◆ **WHAT YOU ARE ASKED TO DO**:
Below are records to be transcribed exactly; any pictures should be left out.
◆ ◆ ◆ ◆ ◆ ◆ ◆
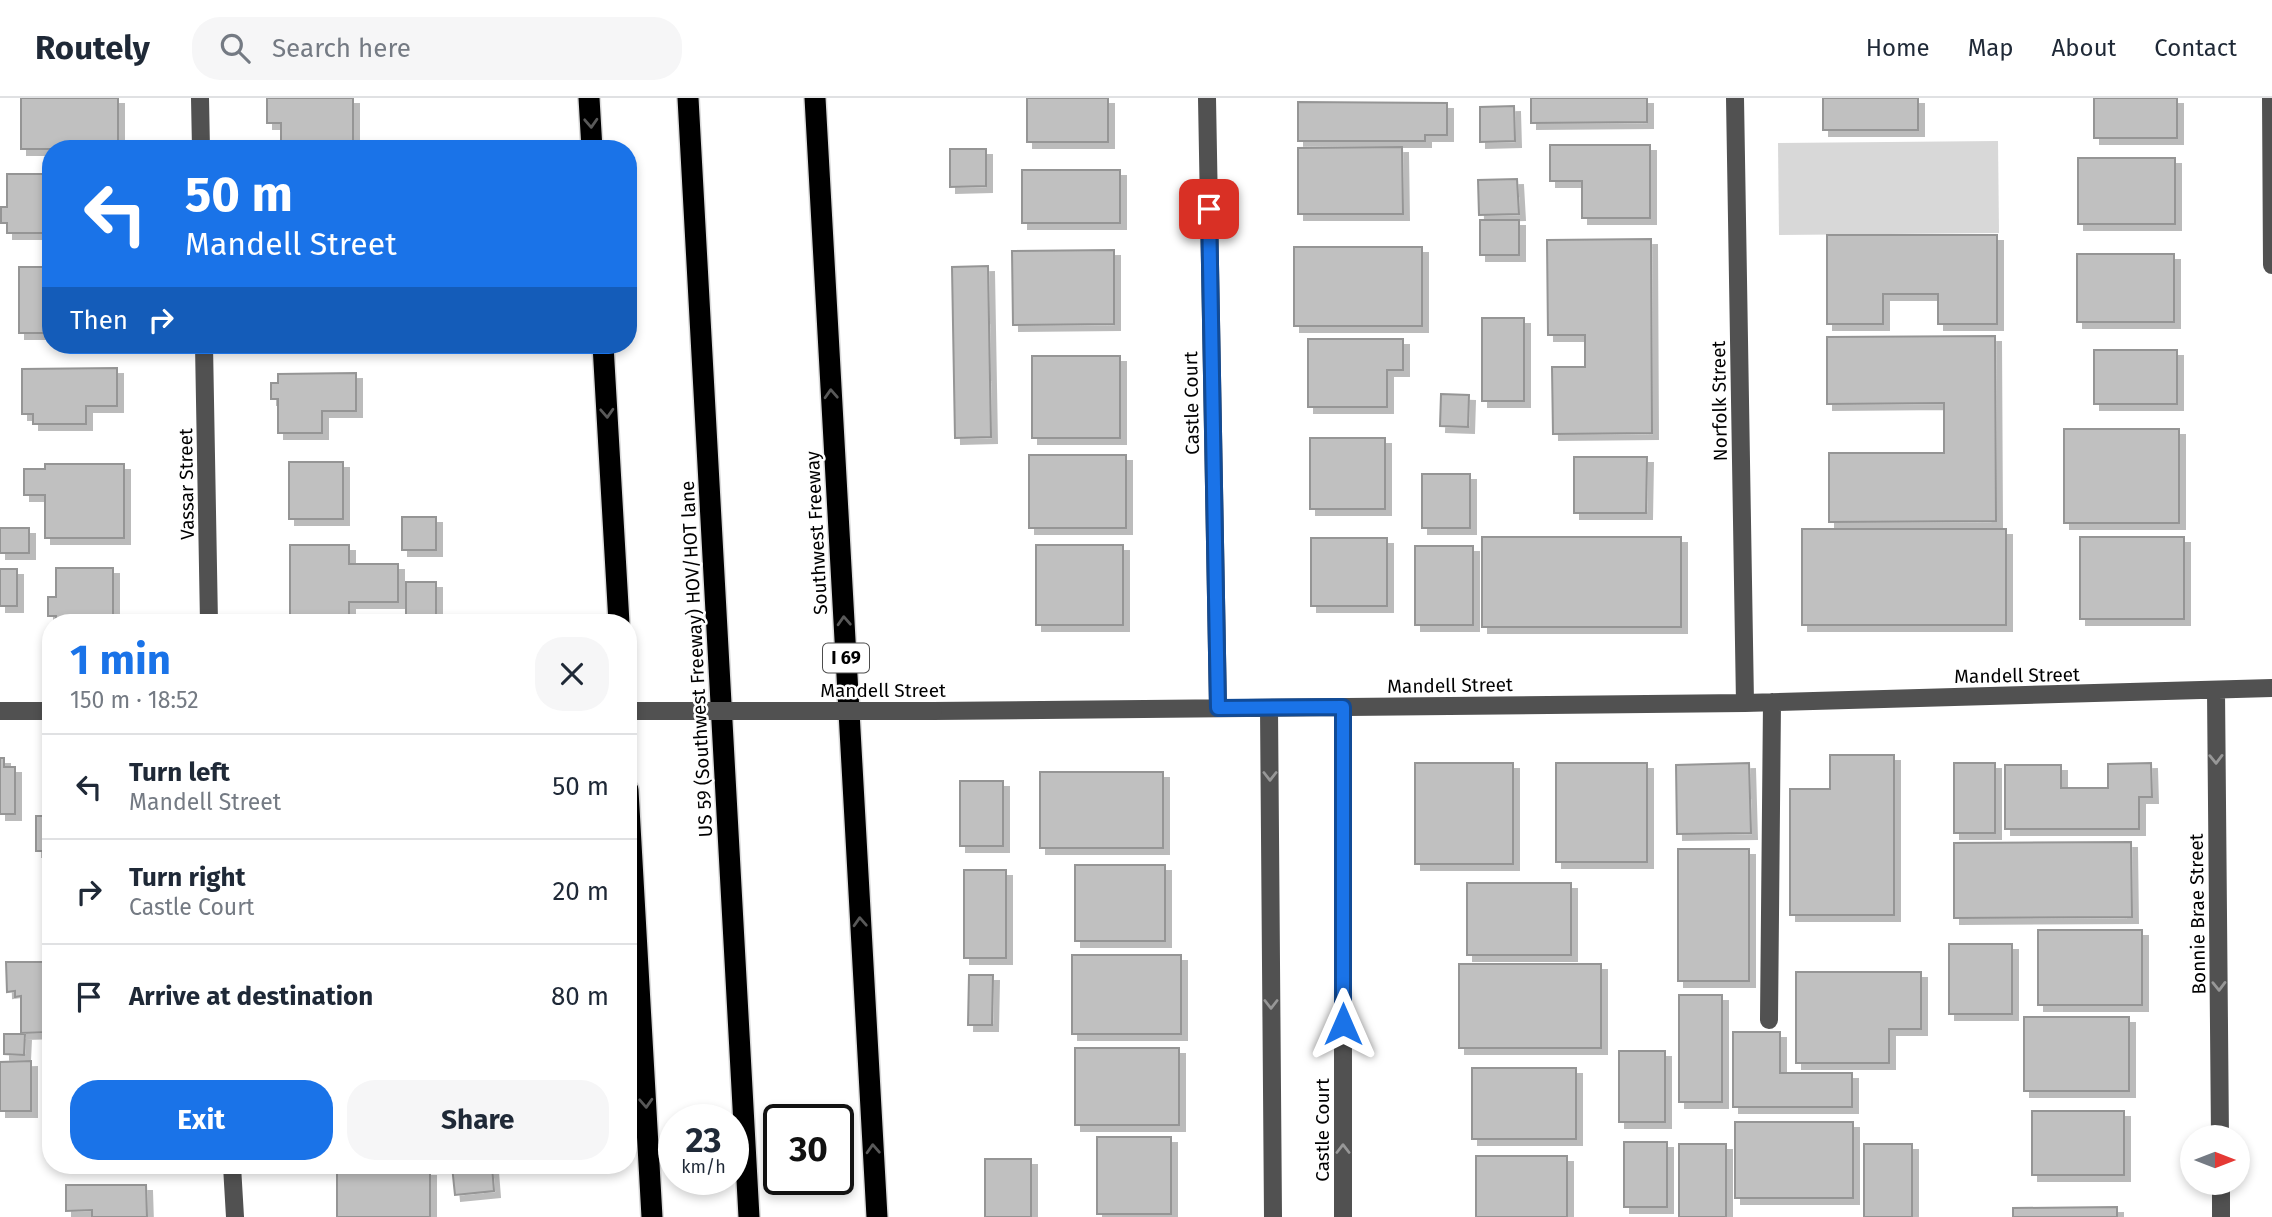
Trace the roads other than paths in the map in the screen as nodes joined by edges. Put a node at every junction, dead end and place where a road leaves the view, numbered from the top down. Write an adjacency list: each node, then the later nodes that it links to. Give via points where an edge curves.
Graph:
1 (200, 98): 8 (street)
2 (589, 98): 9 (highway, one-way to 9)
3 (688, 98): 32 (highway, US 59 (Southwest Freeway) HOV/HOT lane)
4 (815, 98): 33 (highway, Southwest Freeway / I 69, one-way to 4)
5 (1207, 98): 20 (street, Castle Court)
6 (1735, 98): 18 (street, Norfolk Street)
7 (2270, 98): 10 (street)
8 (201, 140)
9 (591, 140)
10 (2272, 265)
11 (204, 354): 13 (street, Vassar Street)
12 (604, 354): 14 (highway, one-way to 14)
13 (209, 614)
14 (618, 614)
15 (2272, 688): 16 (street, Mandell Street)
16 (2216, 691): 17 (street, Mandell Street); 27 (street, Bonnie Brae Street, one-way to 27)
17 (1772, 702): 18 (street, Mandell Street); 26 (street)
18 (1745, 703): 19 (street, Mandell Street)
19 (1343, 707): 21 (street, Mandell Street); 35 (street, Castle Court, one-way to 19)
20 (1218, 708): 21 (street, Mandell Street); 24 (street, Mandell Street, bridge)
21 (1269, 708): 34 (street, one-way to 34)
22 (0, 711): 23 (street)
23 (42, 711)
24 (637, 711)
25 (637, 950): 31 (highway, one-way to 31)
26 (1769, 1020)
27 (2220, 1125)
28 (232, 1174): 30 (street)
29 (2221, 1195): 36 (street)
30 (234, 1217)
31 (652, 1217)
32 (749, 1217)
33 (877, 1217)
34 (1273, 1217)
35 (1343, 1217)
36 (2221, 1217)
◆ ◆ ◆ ◆ ◆ ◆ ◆
◆ **EXERCISE RESULT**:
Trace the roads other than paths in the map in the screen as nodes joined by edges. Put a node at every junction, dead end and place where a road leaves the view, numbered from the top down. Write an adjacency list: each node, then the later nodes that it links to. Give via points where an edge curves.
Graph:
1 (200, 98): 8 (street)
2 (589, 98): 9 (highway, one-way to 9)
3 (688, 98): 32 (highway, US 59 (Southwest Freeway) HOV/HOT lane)
4 (815, 98): 33 (highway, Southwest Freeway / I 69, one-way to 4)
5 (1207, 98): 20 (street, Castle Court)
6 (1735, 98): 18 (street, Norfolk Street)
7 (2270, 98): 10 (street)
8 (201, 140)
9 (591, 140)
10 (2272, 265)
11 (204, 354): 13 (street, Vassar Street)
12 (604, 354): 14 (highway, one-way to 14)
13 (209, 614)
14 (618, 614)
15 (2272, 688): 16 (street, Mandell Street)
16 (2216, 691): 17 (street, Mandell Street); 27 (street, Bonnie Brae Street, one-way to 27)
17 (1772, 702): 18 (street, Mandell Street); 26 (street)
18 (1745, 703): 19 (street, Mandell Street)
19 (1343, 707): 21 (street, Mandell Street); 35 (street, Castle Court, one-way to 19)
20 (1218, 708): 21 (street, Mandell Street); 24 (street, Mandell Street, bridge)
21 (1269, 708): 34 (street, one-way to 34)
22 (0, 711): 23 (street)
23 (42, 711)
24 (637, 711)
25 (637, 950): 31 (highway, one-way to 31)
26 (1769, 1020)
27 (2220, 1125)
28 (232, 1174): 30 (street)
29 (2221, 1195): 36 (street)
30 (234, 1217)
31 (652, 1217)
32 (749, 1217)
33 (877, 1217)
34 (1273, 1217)
35 (1343, 1217)
36 (2221, 1217)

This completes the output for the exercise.